Os milhões da turma do hacker

Crusoé teve acesso ao relatório de transações atípicas ligadas a Chiclete, apontado como 'mentor' do hacker que invadiu o Telegram de autoridades. Os milhões de reais apontam para mais personagens suspeitos e para um intrincado esquema de lavagem de dinheiro
01.11.19

Quase todo crime que envolve dinheiro é seguido de uma operação de lavagem de dinheiro. Essa lógica norteia, ou ao menos deveria nortear, o trabalho de investigadores em geral — desde aqueles que tentam prender traficantes de drogas em pequenas cidades até os que trabalham para elucidar casos complexos envolvendo cifras milionárias e criminosos poderosos. Pouco mais de três meses após prender em sua primeira fase o hacker Walter Delgatti Neto, o Vermelho, a Operação Spoofing tem analisado as movimentações financeiras de todos os envolvidos na trama que resultou no roubo de mensagens trocadas pelo aplicativo Telegram por centenas de autoridades brasileiras, entre elas procuradores da Lava Jato, o atual ministro Sergio Moro e até ministro do Supremo Tribunal Federal. O objetivo, claro, é descobrir se o grupo de Vermelho ou mesmo pessoas ligadas a ele receberam pagamentos de terceiros para cometer o crime e, se sim, como e por onde os valores circularam para evitar o radar das autoridades.
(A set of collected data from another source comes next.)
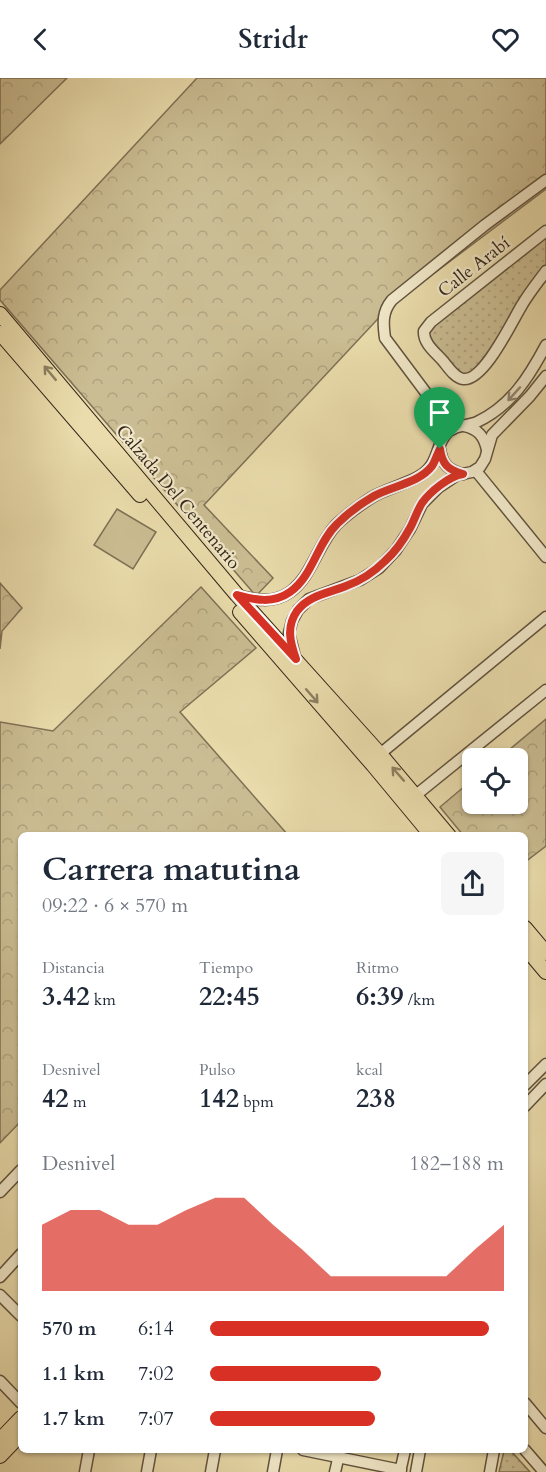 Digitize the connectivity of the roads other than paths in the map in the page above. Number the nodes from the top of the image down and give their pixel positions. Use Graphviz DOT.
graph roads {
  1 [pos="546,180"];
  2 [pos="546,231"];
  3 [pos="546,271"];
  4 [pos="0,314"];
  5 [pos="0,333"];
  6 [pos="546,345"];
  7 [pos="533,369"];
  8 [pos="545,379"];
  9 [pos="458,427"];
  10 [pos="440,449"];
  11 [pos="487,450"];
  12 [pos="476,471"];
  13 [pos="463,474"];
  14 [pos="546,557"];
  15 [pos="218,579"];
  16 [pos="237,595"];
  17 [pos="546,617"];
  18 [pos="296,659"];
  19 [pos="546,690"];
  20 [pos="380,754"];
  21 [pos="416,795"];
  22 [pos="429,832"];
  23 [pos="446,832"];
  24 [pos="528,932"];
  25 [pos="528,951"];
  26 [pos="546,953"];
  27 [pos="546,972"];
  28 [pos="546,1064"];
  29 [pos="528,1082"];
  30 [pos="546,1084"];
  31 [pos="528,1100"];
  32 [pos="18,1173"];
  33 [pos="0,1192"];
  34 [pos="18,1257"];
  35 [pos="0,1277"];
  36 [pos="0,1295"];
  37 [pos="18,1313"];
  38 [pos="0,1381"];
  39 [pos="18,1400"];
  40 [pos="528,1406"];
  41 [pos="18,1421"];
  42 [pos="545,1425"];
  43 [pos="18,1437"];
  44 [pos="0,1440"];
  45 [pos="89,1453"];
  46 [pos="150,1453"];
  47 [pos="214,1453"];
  48 [pos="277,1453"];
  49 [pos="404,1453"];
  50 [pos="419,1453"];
  51 [pos="493,1453"];
  52 [pos="528,1453"];
  53 [pos="339,1454"];
  54 [pos="0,1456"];
  55 [pos="401,1471"];
  56 [pos="85,1472"];
  57 [pos="147,1472"];
  58 [pos="211,1472"];
  59 [pos="273,1472"];
  60 [pos="335,1472"];
  61 [pos="416,1472"];
  62 [pos="490,1472"];
  63 [pos="544,1472"];
  1 -- 9 [label="street"];
  2 -- 3 [label="street, Calle Arabí"];
  15 -- 4 [label="main road, Calzada Del Centenario, one-way"];
  5 -- 15 [label="main road, Calzada Del Centenario"];
  6 -- 7 [label="street"];
  7 -- 8 [label="street"];
  7 -- 9 [label="street, one-way"];
  8 -- 11 [label="street"];
  9 -- 10 [label="street"];
  9 -- 11 [label="street"];
  10 -- 13 [label="street"];
  10 -- 16 [label="street"];
  11 -- 12 [label="street"];
  12 -- 13 [label="street"];
  12 -- 14 [label="street"];
  13 -- 18 [label="street"];
  15 -- 16 [label="main road, Calzada Del Centenario"];
  15 -- 22 [label="main road, Calzada Del Centenario, one-way"];
  16 -- 18 [label="main road, Calzada Del Centenario"];
  17 -- 20 [label="street"];
  18 -- 20 [label="main road, Calzada Del Centenario"];
  19 -- 21 [label="street"];
  21 -- 20 [label="main road, Calzada Del Centenario, one-way"];
  21 -- 23 [label="main road, Calzada Del Centenario"];
  24 -- 26 [label="main road"];
  25 -- 27 [label="main road"];
  28 -- 29 [label="street"];
  30 -- 31 [label="street"];
  32 -- 33 [label="street"];
  34 -- 35 [label="street"];
  36 -- 37 [label="street"];
  38 -- 39 [label="street"];
  40 -- 42 [label="street"];
  41 -- 44 [label="main road"];
  43 -- 54 [label="main road"];
  45 -- 56 [label="street"];
  46 -- 57 [label="street"];
  47 -- 58 [label="street"];
  48 -- 59 [label="street"];
  49 -- 55 [label="street"];
  50 -- 61 [label="street"];
  51 -- 62 [label="street"];
  52 -- 63 [label="street"];
  53 -- 55 [label="street"];
  53 -- 60 [label="street"];
} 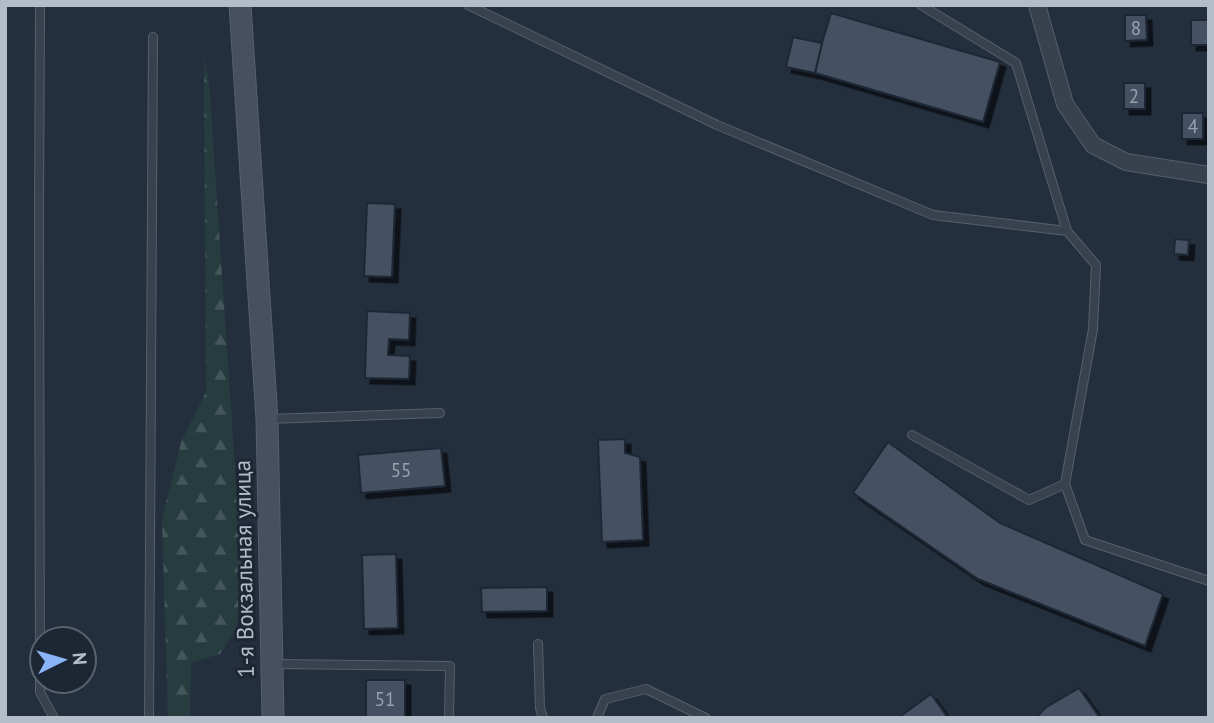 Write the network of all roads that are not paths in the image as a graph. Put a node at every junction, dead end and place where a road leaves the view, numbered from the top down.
1 (40, 5) edge
2 (240, 5) edge
3 (468, 5) edge
4 (921, 5) edge
5 (1037, 5) edge
6 (153, 37) dead end
7 (1209, 175) edge
8 (1067, 231) junction
9 (440, 413) dead end
10 (267, 419) junction
11 (912, 435) dead end
12 (1065, 484) junction
13 (1209, 581) edge
14 (538, 644) dead end
15 (272, 664) junction
16 (54, 718) edge
17 (149, 718) edge
18 (273, 718) edge
19 (449, 718) edge
20 (543, 718) edge
21 (597, 718) edge
22 (706, 718) edge

1 - 16 lane
2 - 10 main road, 1-я Вокзальная улица
3 - 8 lane
4 - 8 lane
5 - 7 street
6 - 17 lane
8 - 12 lane
9 - 10 lane
10 - 15 main road, 1-я Вокзальная улица
11 - 12 lane
12 - 13 lane
14 - 20 lane
15 - 18 main road, 1-я Вокзальная улица
15 - 19 lane
21 - 22 lane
No caminho em busca das respostas sobre as transações financeiras dos hackers, a PF realizou a segunda fase da investigação, em 19 de setembro, quando prendeu o programador Thiago Eliezer Martins, o Chiclete, e Luiz Molição, amigo de Vermelho que chegou a armazenar parte das mensagens roubadas. A participação de Chiclete na trama havia sido revelada cerca de um mês antes por Crusoé. Na presente reportagem, a partir de um relatório inédito produzido pelo antigo Conselho de Controle de Atividades Financeiras, o Coaf, revelamos os detalhes de transações de milhares de reais envolvendo Vermelho, Chiclete, empresas ligadas à dupla e novos personagens capazes de conectar a Operação Spoofing com outras investigações da própria Polícia Federal responsáveis por desarticular grupos de hackers metidos em fraudes bancárias e no desenvolvimento de ferramentas utilizadas para roubar dados aproveitando-se da internet.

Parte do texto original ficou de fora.